Work instructions: If a line in the entries below includes "shadow", show that line.

-- Records shown follows --

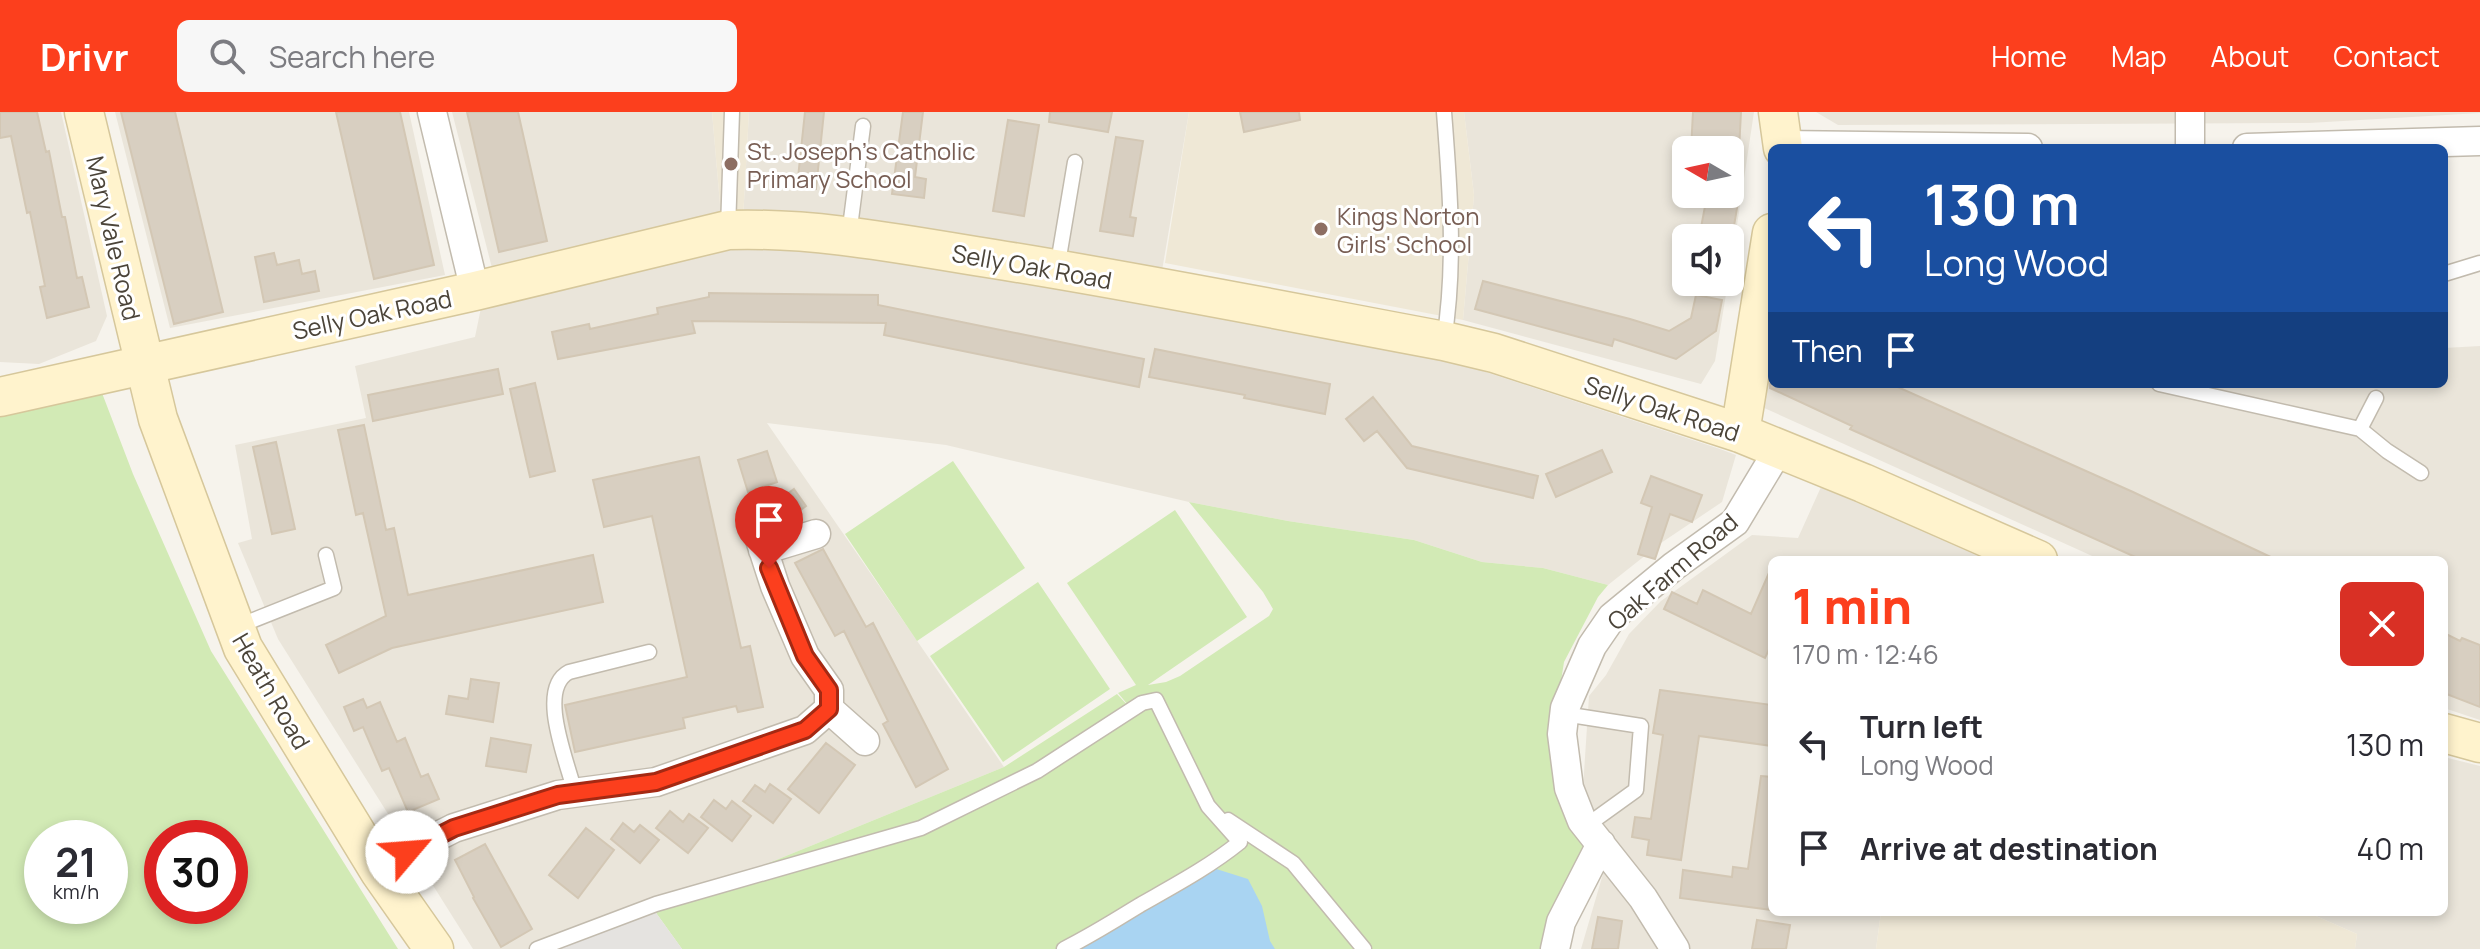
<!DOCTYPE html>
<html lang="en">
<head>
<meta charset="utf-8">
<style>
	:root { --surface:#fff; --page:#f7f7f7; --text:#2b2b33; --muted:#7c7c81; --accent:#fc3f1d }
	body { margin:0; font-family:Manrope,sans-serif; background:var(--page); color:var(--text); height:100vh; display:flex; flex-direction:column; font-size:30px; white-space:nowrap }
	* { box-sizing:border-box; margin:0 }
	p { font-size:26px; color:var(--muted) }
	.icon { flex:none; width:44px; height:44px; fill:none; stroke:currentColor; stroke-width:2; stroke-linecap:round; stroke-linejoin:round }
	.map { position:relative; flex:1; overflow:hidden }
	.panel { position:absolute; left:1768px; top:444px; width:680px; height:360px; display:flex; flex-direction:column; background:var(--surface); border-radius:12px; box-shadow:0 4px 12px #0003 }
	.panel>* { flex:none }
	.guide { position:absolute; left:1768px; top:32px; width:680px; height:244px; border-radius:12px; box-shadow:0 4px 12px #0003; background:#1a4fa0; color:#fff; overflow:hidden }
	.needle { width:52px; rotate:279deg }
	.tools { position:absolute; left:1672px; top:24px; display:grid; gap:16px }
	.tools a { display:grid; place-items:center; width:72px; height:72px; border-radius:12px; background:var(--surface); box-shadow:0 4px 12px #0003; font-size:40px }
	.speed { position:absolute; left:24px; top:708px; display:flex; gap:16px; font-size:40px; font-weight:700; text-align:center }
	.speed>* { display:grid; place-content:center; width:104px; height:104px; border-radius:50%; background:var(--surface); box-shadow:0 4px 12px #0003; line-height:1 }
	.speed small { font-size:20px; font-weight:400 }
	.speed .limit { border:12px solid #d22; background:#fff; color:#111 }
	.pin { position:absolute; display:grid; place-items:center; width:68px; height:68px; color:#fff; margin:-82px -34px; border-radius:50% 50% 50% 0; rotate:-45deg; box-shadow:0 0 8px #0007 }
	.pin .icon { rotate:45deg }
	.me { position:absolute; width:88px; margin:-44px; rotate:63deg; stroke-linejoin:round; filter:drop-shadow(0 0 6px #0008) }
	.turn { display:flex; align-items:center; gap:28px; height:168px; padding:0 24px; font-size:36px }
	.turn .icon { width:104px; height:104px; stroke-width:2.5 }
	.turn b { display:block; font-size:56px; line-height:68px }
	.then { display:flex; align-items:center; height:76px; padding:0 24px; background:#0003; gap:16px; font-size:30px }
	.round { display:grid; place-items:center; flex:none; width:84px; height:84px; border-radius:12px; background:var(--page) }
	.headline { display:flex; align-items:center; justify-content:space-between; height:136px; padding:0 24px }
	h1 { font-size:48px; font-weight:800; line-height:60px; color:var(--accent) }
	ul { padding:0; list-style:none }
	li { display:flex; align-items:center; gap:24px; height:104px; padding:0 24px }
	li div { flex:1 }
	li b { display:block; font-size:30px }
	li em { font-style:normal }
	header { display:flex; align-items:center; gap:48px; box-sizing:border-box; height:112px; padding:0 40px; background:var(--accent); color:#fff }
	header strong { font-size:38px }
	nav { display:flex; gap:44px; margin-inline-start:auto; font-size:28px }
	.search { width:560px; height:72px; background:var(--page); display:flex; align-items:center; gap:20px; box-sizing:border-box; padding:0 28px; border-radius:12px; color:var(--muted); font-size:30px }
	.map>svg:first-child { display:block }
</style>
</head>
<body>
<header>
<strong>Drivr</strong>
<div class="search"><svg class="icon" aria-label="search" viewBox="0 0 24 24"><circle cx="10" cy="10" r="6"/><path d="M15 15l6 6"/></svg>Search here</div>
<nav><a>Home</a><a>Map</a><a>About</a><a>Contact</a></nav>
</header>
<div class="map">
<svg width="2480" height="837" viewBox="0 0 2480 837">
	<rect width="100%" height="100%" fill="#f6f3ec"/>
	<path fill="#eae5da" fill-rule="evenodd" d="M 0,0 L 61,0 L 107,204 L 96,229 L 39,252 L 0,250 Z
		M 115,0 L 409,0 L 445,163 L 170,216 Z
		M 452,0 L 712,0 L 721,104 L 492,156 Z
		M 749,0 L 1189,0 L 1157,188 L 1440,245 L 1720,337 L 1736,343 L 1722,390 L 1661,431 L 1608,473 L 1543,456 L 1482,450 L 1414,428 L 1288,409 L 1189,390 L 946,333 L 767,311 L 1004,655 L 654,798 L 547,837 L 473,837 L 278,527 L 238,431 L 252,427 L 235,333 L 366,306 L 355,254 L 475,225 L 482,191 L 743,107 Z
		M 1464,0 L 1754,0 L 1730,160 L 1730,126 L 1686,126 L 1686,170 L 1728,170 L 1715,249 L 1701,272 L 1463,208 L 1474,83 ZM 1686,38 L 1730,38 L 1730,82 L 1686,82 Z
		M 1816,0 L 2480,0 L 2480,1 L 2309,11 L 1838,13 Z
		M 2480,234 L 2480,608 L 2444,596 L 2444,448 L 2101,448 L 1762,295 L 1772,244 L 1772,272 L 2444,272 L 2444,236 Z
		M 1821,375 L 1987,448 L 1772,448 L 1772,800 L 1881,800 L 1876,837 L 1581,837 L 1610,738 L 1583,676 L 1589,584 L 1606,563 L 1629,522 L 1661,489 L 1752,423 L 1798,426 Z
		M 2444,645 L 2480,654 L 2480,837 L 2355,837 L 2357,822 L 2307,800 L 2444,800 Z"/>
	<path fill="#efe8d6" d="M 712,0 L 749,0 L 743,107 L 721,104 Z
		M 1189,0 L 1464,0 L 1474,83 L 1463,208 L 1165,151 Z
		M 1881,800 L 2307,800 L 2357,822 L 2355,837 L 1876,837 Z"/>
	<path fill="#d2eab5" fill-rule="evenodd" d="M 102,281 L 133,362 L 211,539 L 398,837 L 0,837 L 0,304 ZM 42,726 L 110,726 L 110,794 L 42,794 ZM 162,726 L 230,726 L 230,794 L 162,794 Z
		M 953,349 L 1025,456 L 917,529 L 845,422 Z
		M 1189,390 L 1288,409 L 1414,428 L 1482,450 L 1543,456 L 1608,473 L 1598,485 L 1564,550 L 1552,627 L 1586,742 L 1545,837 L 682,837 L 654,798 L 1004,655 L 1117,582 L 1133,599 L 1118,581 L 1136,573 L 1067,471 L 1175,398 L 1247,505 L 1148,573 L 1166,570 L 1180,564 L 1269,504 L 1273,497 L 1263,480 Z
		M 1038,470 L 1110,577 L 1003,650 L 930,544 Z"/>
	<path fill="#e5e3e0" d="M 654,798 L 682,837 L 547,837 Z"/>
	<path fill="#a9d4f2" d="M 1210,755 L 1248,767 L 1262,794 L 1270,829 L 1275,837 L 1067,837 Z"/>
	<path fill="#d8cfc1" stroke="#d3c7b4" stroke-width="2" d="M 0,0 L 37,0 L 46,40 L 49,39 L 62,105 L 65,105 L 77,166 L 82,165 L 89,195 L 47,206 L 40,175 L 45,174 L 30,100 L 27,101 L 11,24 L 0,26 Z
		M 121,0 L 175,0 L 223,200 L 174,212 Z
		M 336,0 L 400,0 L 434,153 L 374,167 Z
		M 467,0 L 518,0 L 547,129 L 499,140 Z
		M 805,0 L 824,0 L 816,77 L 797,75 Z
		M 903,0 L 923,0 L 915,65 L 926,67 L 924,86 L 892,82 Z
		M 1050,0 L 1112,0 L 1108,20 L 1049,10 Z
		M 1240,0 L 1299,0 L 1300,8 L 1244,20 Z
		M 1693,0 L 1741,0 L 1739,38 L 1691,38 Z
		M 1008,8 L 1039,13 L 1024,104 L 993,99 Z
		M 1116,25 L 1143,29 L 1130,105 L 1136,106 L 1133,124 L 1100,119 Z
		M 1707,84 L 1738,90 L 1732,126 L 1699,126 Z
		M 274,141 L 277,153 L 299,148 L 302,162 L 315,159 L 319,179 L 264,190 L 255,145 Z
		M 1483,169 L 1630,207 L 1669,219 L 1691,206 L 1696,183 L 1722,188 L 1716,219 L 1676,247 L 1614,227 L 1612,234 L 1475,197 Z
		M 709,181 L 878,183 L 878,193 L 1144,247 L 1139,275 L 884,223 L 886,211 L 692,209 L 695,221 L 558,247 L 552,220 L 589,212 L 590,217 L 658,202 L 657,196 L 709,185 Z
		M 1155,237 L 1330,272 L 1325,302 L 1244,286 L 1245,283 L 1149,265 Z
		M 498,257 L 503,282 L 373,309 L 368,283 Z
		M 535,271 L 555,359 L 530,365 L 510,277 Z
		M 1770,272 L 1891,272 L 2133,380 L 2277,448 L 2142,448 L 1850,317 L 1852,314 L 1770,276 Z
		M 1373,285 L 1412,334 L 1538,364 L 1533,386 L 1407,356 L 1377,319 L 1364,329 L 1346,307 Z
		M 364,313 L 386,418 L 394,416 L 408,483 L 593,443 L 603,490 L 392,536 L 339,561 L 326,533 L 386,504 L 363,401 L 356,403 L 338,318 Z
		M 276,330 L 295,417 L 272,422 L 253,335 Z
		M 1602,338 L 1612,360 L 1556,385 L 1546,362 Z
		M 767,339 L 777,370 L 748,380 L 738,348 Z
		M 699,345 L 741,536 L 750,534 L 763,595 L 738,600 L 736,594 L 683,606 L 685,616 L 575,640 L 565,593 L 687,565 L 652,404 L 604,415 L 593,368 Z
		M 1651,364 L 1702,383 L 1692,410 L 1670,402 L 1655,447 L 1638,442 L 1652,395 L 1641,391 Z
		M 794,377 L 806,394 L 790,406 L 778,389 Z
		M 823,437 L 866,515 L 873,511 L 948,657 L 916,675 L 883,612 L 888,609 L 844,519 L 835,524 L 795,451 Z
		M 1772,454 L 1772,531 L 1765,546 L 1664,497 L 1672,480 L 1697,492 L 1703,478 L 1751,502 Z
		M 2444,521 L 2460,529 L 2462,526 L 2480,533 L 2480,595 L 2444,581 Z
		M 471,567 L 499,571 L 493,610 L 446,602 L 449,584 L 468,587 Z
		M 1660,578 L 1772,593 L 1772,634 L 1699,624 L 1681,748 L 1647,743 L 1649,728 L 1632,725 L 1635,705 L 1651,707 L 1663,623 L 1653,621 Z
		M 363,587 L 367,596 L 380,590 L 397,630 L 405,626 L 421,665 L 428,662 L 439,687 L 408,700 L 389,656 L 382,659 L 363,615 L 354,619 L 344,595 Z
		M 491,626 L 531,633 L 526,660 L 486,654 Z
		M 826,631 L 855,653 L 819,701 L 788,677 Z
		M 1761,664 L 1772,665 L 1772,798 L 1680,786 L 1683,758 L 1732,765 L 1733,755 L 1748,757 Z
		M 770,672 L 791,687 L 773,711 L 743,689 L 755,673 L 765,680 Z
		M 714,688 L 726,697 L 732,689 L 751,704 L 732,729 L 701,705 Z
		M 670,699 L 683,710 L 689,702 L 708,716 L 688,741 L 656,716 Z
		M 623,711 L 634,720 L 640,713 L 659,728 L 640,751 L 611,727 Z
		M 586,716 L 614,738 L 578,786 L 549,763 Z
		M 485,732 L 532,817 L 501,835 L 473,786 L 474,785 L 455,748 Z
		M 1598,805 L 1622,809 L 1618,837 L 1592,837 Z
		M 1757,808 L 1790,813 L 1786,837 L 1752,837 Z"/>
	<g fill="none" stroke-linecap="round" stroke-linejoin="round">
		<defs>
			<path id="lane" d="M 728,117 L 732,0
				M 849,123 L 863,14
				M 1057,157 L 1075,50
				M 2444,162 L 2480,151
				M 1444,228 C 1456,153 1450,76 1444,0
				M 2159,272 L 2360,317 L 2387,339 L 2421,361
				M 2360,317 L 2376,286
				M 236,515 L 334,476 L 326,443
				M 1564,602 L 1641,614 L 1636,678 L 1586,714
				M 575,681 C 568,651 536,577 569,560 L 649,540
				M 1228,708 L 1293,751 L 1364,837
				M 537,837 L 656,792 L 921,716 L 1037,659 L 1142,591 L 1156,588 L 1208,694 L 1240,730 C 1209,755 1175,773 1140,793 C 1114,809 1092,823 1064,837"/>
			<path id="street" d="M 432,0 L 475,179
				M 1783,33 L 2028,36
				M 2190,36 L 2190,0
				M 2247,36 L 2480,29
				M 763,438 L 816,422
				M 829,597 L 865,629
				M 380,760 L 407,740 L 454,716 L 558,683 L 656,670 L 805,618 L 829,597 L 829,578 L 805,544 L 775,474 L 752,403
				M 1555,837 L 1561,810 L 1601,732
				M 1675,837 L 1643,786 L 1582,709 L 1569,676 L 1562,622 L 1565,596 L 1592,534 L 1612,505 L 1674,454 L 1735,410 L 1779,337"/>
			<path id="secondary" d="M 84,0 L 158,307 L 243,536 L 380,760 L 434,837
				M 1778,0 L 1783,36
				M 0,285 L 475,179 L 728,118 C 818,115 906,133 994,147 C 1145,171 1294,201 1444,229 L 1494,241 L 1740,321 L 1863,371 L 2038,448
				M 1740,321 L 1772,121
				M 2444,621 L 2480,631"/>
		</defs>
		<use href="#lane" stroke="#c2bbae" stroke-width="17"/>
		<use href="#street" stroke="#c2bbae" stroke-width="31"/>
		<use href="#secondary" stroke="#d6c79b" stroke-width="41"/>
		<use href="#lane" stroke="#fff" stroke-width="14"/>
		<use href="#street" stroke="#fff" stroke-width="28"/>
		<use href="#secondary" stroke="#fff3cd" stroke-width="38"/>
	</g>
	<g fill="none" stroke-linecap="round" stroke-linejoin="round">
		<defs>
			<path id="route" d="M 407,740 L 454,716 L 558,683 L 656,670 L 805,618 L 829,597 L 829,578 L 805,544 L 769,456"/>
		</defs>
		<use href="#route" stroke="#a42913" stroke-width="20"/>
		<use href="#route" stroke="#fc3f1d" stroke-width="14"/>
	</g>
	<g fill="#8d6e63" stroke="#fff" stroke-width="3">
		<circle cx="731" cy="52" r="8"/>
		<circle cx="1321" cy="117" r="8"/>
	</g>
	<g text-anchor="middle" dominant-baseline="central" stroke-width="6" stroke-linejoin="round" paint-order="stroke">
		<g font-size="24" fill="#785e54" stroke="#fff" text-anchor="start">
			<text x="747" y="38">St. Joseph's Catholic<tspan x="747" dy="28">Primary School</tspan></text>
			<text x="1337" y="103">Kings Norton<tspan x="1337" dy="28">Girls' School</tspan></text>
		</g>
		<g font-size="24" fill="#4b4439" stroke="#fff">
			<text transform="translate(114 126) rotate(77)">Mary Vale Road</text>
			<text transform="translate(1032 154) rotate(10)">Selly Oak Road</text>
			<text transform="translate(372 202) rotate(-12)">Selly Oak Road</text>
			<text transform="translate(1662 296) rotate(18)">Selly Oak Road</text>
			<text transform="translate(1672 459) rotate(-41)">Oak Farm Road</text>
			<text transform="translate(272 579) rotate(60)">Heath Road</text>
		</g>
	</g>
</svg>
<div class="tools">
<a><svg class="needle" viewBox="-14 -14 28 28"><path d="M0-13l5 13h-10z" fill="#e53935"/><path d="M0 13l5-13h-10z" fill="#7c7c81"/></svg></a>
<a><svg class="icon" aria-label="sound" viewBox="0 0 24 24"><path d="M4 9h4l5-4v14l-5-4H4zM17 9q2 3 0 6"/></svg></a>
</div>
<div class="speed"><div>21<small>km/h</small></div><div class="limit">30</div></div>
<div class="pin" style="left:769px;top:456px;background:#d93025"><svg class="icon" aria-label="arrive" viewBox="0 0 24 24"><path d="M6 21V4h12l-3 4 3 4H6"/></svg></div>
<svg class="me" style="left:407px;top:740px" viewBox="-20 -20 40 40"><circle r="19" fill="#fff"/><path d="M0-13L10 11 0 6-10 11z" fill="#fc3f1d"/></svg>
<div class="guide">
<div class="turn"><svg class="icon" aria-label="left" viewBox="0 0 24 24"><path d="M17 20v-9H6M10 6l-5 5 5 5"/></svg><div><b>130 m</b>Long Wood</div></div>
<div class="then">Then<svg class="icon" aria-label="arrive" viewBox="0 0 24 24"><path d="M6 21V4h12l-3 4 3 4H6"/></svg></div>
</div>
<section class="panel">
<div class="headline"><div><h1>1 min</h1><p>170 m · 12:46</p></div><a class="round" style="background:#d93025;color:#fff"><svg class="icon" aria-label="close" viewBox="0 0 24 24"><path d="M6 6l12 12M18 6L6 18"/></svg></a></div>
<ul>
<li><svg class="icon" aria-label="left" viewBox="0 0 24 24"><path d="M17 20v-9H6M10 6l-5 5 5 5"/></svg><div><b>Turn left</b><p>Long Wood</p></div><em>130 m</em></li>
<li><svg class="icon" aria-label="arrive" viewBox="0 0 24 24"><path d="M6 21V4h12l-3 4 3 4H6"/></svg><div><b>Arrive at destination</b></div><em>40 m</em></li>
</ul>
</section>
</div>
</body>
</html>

-- Records shown concluded --

The completed task:
	.panel { position:absolute; left:1768px; top:444px; width:680px; height:360px; display:flex; flex-direction:column; background:var(--surface); border-radius:12px; box-shadow:0 4px 12px #0003 }
	.guide { position:absolute; left:1768px; top:32px; width:680px; height:244px; border-radius:12px; box-shadow:0 4px 12px #0003; background:#1a4fa0; color:#fff; overflow:hidden }
	.tools a { display:grid; place-items:center; width:72px; height:72px; border-radius:12px; background:var(--surface); box-shadow:0 4px 12px #0003; font-size:40px }
	.speed>* { display:grid; place-content:center; width:104px; height:104px; border-radius:50%; background:var(--surface); box-shadow:0 4px 12px #0003; line-height:1 }
	.pin { position:absolute; display:grid; place-items:center; width:68px; height:68px; color:#fff; margin:-82px -34px; border-radius:50% 50% 50% 0; rotate:-45deg; box-shadow:0 0 8px #0007 }
	.me { position:absolute; width:88px; margin:-44px; rotate:63deg; stroke-linejoin:round; filter:drop-shadow(0 0 6px #0008) }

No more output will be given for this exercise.